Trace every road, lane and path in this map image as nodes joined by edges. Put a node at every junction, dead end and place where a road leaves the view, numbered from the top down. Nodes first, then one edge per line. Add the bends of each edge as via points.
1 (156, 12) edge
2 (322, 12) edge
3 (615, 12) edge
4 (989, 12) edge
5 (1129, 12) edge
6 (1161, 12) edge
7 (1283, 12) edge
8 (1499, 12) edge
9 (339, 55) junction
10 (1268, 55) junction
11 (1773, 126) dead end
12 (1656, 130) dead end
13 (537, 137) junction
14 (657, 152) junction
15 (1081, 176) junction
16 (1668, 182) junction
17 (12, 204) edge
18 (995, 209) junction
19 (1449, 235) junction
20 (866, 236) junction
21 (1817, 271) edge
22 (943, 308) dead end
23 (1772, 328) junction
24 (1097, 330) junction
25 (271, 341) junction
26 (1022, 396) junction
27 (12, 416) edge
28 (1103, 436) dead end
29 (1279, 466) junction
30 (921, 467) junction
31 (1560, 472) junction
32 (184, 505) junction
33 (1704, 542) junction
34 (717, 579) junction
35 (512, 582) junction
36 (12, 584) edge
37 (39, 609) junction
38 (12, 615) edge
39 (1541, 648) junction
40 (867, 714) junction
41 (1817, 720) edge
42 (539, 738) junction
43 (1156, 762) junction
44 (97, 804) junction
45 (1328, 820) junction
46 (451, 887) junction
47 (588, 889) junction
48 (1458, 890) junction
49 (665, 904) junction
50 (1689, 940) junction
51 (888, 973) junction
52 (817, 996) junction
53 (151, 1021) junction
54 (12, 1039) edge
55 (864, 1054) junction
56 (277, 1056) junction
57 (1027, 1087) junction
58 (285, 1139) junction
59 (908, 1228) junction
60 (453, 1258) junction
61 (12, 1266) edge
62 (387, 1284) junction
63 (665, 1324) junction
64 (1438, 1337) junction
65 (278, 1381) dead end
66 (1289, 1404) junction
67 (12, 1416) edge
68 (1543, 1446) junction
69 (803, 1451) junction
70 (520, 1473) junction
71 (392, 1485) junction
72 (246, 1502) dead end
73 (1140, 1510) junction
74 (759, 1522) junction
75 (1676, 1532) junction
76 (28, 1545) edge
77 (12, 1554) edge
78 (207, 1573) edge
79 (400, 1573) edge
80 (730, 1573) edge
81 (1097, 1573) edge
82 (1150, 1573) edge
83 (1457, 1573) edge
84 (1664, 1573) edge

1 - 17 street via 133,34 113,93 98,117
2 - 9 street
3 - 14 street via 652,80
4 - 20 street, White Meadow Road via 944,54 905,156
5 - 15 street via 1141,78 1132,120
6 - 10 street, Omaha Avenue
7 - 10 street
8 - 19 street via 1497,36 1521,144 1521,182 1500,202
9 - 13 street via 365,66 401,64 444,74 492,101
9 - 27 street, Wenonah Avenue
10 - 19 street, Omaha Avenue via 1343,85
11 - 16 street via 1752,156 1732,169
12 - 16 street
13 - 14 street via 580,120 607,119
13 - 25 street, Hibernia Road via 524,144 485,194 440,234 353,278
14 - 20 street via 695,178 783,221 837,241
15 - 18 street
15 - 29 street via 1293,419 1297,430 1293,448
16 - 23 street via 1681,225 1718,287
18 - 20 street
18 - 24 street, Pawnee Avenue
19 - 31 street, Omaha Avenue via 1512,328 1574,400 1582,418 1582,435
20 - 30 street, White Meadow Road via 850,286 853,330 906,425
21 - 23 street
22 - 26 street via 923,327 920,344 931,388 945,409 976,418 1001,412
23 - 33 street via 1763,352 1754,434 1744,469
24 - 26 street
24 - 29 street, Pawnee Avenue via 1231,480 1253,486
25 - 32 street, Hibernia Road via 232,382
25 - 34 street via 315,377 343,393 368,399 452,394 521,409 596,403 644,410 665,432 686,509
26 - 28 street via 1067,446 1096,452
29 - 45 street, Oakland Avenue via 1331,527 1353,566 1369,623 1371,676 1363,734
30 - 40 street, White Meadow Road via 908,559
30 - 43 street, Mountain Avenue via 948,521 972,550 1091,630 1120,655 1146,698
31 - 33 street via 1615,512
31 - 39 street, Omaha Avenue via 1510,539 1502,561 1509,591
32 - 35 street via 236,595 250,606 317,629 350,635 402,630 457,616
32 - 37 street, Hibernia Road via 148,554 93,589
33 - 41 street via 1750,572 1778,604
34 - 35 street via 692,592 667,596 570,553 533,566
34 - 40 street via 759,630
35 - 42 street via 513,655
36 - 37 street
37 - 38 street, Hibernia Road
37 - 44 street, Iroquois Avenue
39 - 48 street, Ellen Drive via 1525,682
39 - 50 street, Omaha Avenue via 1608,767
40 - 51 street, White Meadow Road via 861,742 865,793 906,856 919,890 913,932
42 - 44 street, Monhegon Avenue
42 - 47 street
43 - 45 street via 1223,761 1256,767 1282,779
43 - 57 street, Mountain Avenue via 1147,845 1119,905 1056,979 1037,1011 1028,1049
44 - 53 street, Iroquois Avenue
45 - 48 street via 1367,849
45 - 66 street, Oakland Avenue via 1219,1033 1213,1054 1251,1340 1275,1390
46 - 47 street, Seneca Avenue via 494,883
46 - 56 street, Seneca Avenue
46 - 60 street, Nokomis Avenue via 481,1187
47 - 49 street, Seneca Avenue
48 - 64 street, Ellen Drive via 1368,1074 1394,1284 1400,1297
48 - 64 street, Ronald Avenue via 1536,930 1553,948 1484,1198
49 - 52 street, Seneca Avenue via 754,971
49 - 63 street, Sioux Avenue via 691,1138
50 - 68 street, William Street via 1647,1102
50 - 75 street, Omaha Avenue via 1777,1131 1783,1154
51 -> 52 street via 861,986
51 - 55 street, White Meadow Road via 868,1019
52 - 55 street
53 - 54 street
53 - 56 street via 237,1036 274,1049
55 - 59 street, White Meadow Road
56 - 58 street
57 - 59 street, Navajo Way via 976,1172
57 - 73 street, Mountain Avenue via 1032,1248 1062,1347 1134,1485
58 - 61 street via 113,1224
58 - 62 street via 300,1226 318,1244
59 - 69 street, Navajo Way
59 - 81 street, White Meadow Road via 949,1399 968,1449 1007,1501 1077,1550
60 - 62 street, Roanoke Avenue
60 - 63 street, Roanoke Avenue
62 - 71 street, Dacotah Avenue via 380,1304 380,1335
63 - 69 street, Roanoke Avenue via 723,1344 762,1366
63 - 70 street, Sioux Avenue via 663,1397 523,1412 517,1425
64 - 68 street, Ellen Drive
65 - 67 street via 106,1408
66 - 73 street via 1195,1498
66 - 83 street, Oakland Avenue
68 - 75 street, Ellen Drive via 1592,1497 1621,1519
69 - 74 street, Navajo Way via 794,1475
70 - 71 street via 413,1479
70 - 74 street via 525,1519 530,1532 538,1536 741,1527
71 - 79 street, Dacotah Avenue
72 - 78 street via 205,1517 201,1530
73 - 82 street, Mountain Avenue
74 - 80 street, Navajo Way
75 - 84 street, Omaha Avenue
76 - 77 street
----------
**Problem requirements**
Copy all lines from the material that contain "Iroquois".

**Output**
37 - 44 street, Iroquois Avenue
44 - 53 street, Iroquois Avenue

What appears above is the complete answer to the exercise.